Input material |
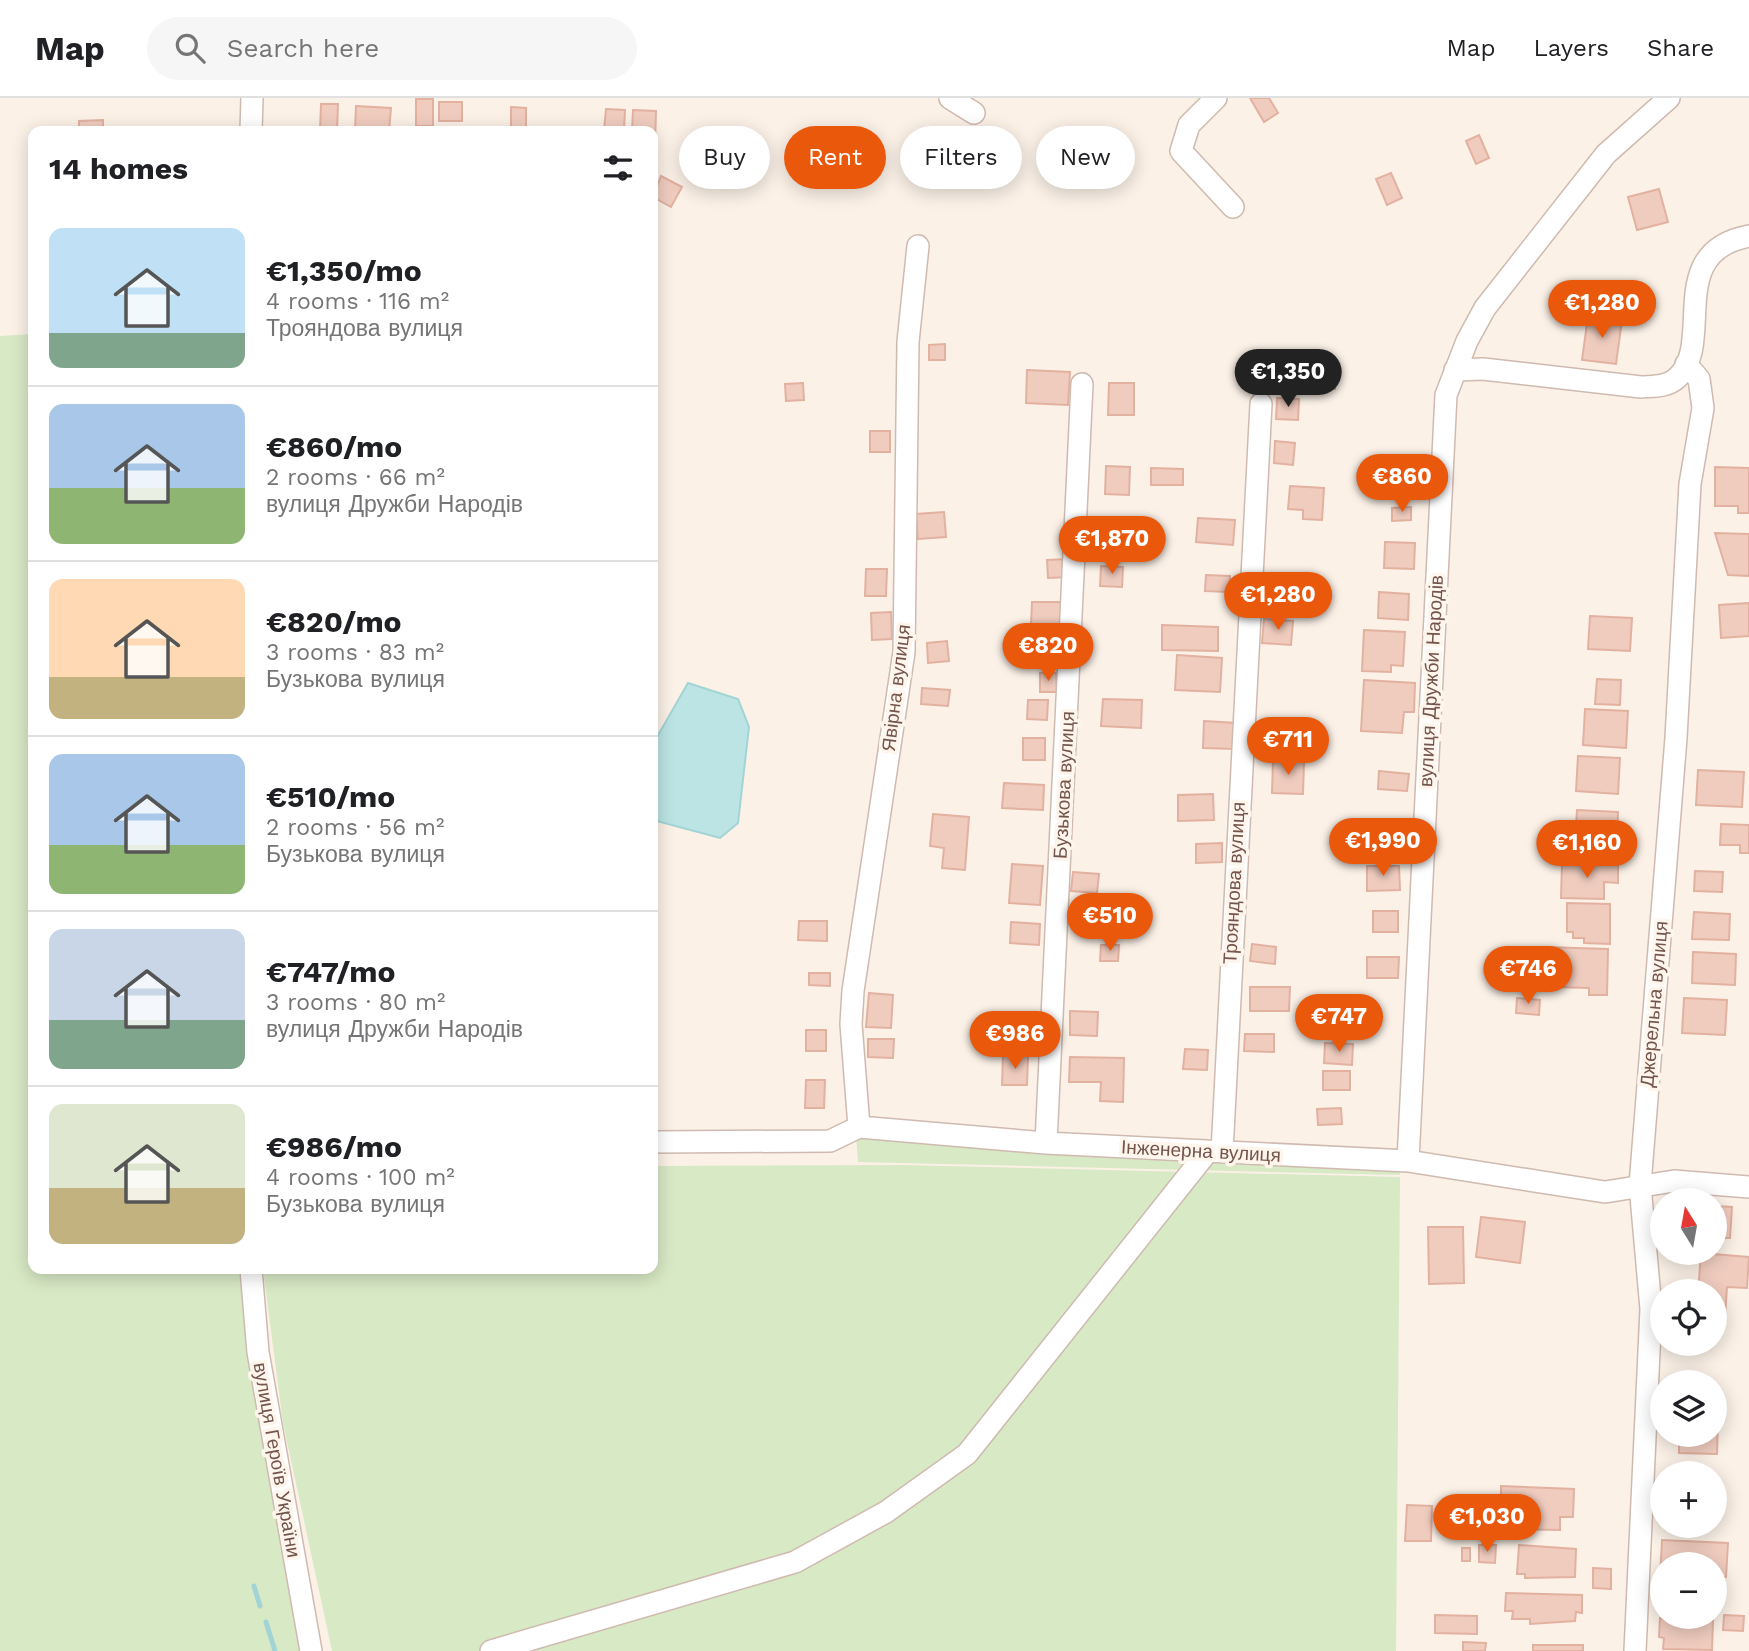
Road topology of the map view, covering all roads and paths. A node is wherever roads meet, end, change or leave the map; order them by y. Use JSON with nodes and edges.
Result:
{"nodes":[{"id":1,"x":252,"y":98,"type":"edge"},
{"id":2,"x":950,"y":98,"type":"edge"},
{"id":3,"x":1216,"y":98,"type":"edge"},
{"id":4,"x":1670,"y":98,"type":"edge"},
{"id":5,"x":974,"y":113,"type":"dead end"},
{"id":6,"x":251,"y":126,"type":"edge"},
{"id":7,"x":1233,"y":206,"type":"dead end"},
{"id":8,"x":1749,"y":236,"type":"edge"},
{"id":9,"x":918,"y":246,"type":"dead end"},
{"id":10,"x":1686,"y":364,"type":"junction"},
{"id":11,"x":1455,"y":370,"type":"junction"},
{"id":12,"x":1082,"y":384,"type":"dead end"},
{"id":13,"x":1261,"y":404,"type":"dead end"},
{"id":14,"x":859,"y":1128,"type":"junction"},
{"id":15,"x":658,"y":1142,"type":"edge"},
{"id":16,"x":1046,"y":1143,"type":"junction"},
{"id":17,"x":1215,"y":1151,"type":"junction"},
{"id":18,"x":1408,"y":1161,"type":"junction"},
{"id":19,"x":1640,"y":1185,"type":"junction"},
{"id":20,"x":1749,"y":1187,"type":"edge"},
{"id":21,"x":251,"y":1274,"type":"edge"},
{"id":22,"x":312,"y":1651,"type":"edge"},
{"id":23,"x":491,"y":1651,"type":"edge"},
{"id":24,"x":1635,"y":1651,"type":"edge"}],
"edges":[{"from":1,"to":6,"type":"street"},
{"from":2,"to":5,"type":"street"},
{"from":3,"to":7,"type":"street"},
{"from":4,"to":11,"type":"street","name":"вулиця Дружби Народів"},
{"from":8,"to":10,"type":"street"},
{"from":9,"to":14,"type":"street","name":"Явірна вулиця"},
{"from":10,"to":11,"type":"street"},
{"from":10,"to":19,"type":"street","name":"Джерельна вулиця"},
{"from":11,"to":18,"type":"street","name":"вулиця Дружби Народів"},
{"from":12,"to":16,"type":"street","name":"Бузькова вулиця"},
{"from":13,"to":17,"type":"street","name":"Трояндова вулиця"},
{"from":14,"to":15,"type":"street","name":"Інженерна вулиця"},
{"from":14,"to":16,"type":"street","name":"Інженерна вулиця"},
{"from":16,"to":17,"type":"street","name":"Інженерна вулиця"},
{"from":17,"to":18,"type":"street","name":"Інженерна вулиця"},
{"from":17,"to":23,"type":"street"},
{"from":18,"to":19,"type":"street","name":"Інженерна вулиця"},
{"from":19,"to":20,"type":"street","name":"Інженерна вулиця"},
{"from":19,"to":24,"type":"street","name":"Джерельна вулиця"},
{"from":21,"to":22,"type":"street","name":"вулиця Героїв України"}]}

Directions for this task |
Find the word "edges" in the listing above. Copy each line where it appears.

Result |
Road topology of the map view, covering all roads and paths. A node is wherever roads meet, end, change or leave the map; order them by y. Use JSON with nodes and edges.
"edges":[{"from":1,"to":6,"type":"street"},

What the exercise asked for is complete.